So, we may conclude that the history of the Reformation is messy, inconsistent and not readily susceptible to the imposition of clear and neat patterns. Patrick Collinson makes exactly this point in his splendid and succinct account of the Reformation across Europe, when he entitles his eighth chapter ‘Exceptional cases: the Reformation in the British Isles’.[17] He has one passage which I want to quote at length:

The last generation of Catholic Englishmen believed that their dead grandparents and children were in purgatory and that prayers and masses could be efficacious in winning them remission. The evidence is in the hundreds of chantries founded by the rich and the many thousands of guilds and fraternities (’poor men’s chantries’) to which ‘everyone’ paid their subscriptions, the main function being the perpetuation of what has been called a religion celebrated by the living on behalf of the dead. So how was it that a government whose instruments of forcible coercion were limited was able, in a short space of time, to make such associations illegal and to confiscate many of their assets? This has been called the ‘riddle of compliance’.

We may be forced to construct the following syllogism: a religious change so drastic and so unwelcome cannot have happened, but it did happen; ergo, it cannot have been all that drastic and unwelcome. Among those who believe there was a great change, there is a consensus that it must be understood in terms of the interplay of what have been called ‘from above’ and ‘from below’ factors and forces. Neither top-down nor bottom-up explanations will work on their own. The history of the English Bible provides a good illustration of the double process. The Bible was translated by self-appointed volunteers, beginning with William Tyndale. This was reformation not only from below but from outside, since Tyndale worked in exile. The printers and booksellers naturally had their own interests in the process. Soon, however, Henry VIII adopted the Bible as a symbol and instrument of his majesty and it was placed, by order, in all churches.

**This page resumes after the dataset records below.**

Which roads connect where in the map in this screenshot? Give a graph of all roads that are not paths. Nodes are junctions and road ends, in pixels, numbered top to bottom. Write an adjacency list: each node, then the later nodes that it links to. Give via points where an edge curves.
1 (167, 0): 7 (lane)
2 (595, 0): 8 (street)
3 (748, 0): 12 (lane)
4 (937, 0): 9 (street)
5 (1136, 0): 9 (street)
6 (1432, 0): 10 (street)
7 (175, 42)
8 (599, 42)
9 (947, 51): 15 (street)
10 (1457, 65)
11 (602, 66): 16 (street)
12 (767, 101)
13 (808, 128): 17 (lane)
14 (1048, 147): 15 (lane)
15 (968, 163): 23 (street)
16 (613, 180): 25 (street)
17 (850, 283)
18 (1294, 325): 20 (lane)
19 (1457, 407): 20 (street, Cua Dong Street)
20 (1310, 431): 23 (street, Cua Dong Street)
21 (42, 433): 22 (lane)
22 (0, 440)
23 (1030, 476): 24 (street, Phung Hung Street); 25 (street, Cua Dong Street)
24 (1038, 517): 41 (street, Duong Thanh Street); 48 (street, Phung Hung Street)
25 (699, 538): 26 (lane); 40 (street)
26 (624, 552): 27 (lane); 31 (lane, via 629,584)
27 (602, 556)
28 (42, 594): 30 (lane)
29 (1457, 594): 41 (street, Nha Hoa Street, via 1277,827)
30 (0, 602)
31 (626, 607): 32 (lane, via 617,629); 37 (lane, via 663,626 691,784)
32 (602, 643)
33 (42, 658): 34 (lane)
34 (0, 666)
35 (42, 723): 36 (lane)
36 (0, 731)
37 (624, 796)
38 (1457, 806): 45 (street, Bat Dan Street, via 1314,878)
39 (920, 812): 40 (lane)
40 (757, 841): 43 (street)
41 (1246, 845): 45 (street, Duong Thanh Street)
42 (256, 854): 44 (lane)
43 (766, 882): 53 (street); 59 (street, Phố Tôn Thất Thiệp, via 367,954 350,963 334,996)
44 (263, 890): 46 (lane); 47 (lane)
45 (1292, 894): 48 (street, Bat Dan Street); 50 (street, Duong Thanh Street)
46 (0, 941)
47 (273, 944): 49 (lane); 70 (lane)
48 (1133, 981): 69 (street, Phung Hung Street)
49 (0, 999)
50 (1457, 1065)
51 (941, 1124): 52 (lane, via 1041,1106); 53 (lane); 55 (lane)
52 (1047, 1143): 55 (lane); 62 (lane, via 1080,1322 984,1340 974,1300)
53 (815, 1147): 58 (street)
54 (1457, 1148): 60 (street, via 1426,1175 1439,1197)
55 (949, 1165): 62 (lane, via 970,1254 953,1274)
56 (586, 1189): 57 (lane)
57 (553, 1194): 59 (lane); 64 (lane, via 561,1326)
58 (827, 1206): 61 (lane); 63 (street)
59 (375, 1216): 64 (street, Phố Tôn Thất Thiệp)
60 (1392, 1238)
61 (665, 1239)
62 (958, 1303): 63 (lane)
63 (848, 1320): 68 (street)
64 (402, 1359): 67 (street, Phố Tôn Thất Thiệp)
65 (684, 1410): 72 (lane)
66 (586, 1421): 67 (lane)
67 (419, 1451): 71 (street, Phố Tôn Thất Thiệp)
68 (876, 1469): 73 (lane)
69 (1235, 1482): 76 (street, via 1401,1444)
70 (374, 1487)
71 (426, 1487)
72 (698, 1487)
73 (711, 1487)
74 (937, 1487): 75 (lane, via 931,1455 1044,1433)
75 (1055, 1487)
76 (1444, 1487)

There was no symmetry or perfect match in this process. Not even Henry VIII could control what all those people might make of scripture. The English Reformation in its secondary and tertiary developments produced a variety of dissenting nonconformities and a long-term future of religious pluralism. It was another of history’s jokes that the first of these nonconformities should be the Catholicism that survived the Reformation as a repressed and disadvantaged minority, ‘the popish sect’ as Protestants disdainfully called it, until in the nineteenth century Irish immigration and papal ultramontanism made it something more than that.[18]

The same contradictions are apparent in what historians make of Henry VIII’s own views. No-one but the most rabid Protestant would nowadays deny that the apparent trigger of the break with Rome – Henry’s divorce from Catherine of Aragon – was anything other than a shabby business. But it is becoming increasingly obvious – whatever the most rabid Catholics say – that the Reformation in England was not something cooked-up overnight to get Henry out of a tight corner. As Glyn Redworth of the University of Manchester has put it,[19] ‘Rather it was the unforeseen culmination of trends that went back to the start of the reign.’

Redworth was writing as long ago as 1987, but I am not sure his arguments have been given the consideration they deserve. He shows, for example, that Henry VIII began tinkering with the Coronation Oath, possibly almost at the moment his father died. There is an undated copy of the oath revised in the King’s hand. The original required the King to swear to uphold the ancient liberties of the Church, including its right to make laws binding on his subjects. Yet the eighteen-year old monarch altered it to read that a king need uphold the Church’s rights only so far as his royal conscience would permit and (most important) only so long as these privileges were ‘lawful and not prejudicial to his Crown or Imperial jurisdiction’.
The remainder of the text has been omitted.